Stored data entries
--- --- ---

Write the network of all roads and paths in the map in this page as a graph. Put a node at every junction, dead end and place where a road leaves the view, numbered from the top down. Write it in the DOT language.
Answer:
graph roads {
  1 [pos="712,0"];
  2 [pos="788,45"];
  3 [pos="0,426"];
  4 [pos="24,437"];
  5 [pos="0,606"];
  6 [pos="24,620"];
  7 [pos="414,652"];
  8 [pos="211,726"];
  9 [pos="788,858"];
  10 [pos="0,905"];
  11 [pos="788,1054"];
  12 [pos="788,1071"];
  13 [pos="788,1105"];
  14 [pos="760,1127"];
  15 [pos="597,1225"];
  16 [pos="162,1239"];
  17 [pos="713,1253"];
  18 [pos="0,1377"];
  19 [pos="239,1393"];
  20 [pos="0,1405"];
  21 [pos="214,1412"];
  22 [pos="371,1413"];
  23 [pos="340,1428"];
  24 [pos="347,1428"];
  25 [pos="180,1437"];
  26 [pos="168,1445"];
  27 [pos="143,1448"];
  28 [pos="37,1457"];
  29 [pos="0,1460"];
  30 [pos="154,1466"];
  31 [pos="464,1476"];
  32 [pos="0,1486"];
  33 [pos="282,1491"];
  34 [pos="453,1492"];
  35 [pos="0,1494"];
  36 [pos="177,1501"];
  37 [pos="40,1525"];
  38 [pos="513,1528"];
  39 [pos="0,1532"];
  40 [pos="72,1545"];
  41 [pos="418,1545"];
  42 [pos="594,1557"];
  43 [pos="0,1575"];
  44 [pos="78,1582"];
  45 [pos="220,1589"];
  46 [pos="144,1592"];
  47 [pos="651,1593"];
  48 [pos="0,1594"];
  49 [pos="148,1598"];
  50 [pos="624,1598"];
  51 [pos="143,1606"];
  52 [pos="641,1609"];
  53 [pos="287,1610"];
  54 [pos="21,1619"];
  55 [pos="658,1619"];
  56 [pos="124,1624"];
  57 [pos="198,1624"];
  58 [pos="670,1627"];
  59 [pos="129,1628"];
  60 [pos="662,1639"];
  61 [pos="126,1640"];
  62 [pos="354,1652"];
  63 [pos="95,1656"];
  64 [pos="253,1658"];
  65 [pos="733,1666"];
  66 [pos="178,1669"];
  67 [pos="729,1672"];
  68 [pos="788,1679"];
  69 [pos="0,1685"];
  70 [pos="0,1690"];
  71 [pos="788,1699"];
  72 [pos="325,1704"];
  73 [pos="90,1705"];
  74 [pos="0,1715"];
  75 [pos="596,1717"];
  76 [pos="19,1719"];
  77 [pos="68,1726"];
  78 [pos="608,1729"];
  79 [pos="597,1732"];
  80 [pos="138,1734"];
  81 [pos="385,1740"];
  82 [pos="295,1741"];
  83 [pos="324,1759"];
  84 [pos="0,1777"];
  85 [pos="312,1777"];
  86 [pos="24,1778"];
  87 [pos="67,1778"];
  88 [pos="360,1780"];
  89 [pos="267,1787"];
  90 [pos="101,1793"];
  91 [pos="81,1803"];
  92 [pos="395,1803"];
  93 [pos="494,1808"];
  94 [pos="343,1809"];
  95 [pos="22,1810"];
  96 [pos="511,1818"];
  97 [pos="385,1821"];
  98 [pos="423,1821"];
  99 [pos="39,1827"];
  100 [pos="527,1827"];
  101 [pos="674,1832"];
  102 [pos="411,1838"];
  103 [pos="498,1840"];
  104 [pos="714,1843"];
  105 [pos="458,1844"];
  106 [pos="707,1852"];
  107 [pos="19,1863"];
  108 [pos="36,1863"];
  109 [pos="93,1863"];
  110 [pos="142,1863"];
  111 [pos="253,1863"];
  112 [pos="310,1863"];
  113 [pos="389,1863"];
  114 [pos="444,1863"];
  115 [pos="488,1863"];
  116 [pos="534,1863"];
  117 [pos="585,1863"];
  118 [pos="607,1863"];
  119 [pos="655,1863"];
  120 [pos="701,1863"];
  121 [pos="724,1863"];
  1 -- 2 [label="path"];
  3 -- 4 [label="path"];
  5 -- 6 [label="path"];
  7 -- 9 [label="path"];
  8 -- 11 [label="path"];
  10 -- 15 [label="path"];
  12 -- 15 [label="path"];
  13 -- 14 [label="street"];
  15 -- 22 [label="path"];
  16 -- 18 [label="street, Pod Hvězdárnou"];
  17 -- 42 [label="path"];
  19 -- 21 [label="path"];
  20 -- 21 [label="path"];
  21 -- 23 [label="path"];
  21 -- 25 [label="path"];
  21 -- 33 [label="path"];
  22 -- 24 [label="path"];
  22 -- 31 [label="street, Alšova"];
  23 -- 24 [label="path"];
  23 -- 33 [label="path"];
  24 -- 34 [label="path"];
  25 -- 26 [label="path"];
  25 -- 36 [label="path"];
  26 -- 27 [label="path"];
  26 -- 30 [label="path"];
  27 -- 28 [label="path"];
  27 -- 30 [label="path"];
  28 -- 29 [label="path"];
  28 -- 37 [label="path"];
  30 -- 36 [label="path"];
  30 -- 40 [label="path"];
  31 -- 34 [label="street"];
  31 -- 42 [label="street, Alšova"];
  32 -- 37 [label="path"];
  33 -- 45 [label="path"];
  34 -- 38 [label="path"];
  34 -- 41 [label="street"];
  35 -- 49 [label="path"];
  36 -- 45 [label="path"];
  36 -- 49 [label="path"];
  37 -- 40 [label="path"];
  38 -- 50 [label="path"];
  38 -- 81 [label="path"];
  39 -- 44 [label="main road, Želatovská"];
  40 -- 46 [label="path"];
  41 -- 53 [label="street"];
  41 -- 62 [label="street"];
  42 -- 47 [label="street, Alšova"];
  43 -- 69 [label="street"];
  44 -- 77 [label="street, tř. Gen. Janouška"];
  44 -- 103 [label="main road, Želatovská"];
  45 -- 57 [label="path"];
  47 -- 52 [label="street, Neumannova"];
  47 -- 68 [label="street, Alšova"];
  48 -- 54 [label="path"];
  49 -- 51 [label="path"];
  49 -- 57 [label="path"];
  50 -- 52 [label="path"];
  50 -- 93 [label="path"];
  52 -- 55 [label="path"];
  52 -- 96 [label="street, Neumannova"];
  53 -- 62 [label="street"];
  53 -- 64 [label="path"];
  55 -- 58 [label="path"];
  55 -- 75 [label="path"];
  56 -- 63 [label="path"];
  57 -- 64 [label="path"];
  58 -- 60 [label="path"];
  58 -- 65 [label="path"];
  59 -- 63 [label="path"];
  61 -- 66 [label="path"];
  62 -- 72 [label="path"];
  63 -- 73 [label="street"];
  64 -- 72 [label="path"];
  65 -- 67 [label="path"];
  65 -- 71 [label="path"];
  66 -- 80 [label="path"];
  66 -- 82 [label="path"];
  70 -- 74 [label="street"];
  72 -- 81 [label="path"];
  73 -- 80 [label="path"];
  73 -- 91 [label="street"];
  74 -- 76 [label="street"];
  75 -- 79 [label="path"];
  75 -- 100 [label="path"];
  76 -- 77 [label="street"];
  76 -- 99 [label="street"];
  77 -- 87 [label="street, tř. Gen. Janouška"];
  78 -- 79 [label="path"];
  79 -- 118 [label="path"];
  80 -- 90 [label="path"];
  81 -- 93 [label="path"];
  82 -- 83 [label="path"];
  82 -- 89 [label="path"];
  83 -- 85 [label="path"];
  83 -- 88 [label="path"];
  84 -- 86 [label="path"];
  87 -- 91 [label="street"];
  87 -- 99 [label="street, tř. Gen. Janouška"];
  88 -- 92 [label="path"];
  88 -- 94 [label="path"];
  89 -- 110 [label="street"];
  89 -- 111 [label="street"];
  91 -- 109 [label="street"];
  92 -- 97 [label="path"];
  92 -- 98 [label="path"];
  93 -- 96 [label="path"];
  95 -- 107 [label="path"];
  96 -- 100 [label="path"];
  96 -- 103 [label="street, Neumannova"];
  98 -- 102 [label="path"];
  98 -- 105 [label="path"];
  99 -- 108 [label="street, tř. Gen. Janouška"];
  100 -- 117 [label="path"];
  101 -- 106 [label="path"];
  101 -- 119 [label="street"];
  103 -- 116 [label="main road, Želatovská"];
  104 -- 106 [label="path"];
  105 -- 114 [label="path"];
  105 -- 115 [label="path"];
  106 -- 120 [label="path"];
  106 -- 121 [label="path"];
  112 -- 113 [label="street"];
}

--- --- ---

[WORK ORDER]: Return the lines of the records that include the string "graph".

[EXPECTED ANSWER]:
Write the network of all roads and paths in the map in this page as a graph. Put a node at every junction, dead end and place where a road leaves the view, numbered from the top down. Write it in the DOT language.
graph roads {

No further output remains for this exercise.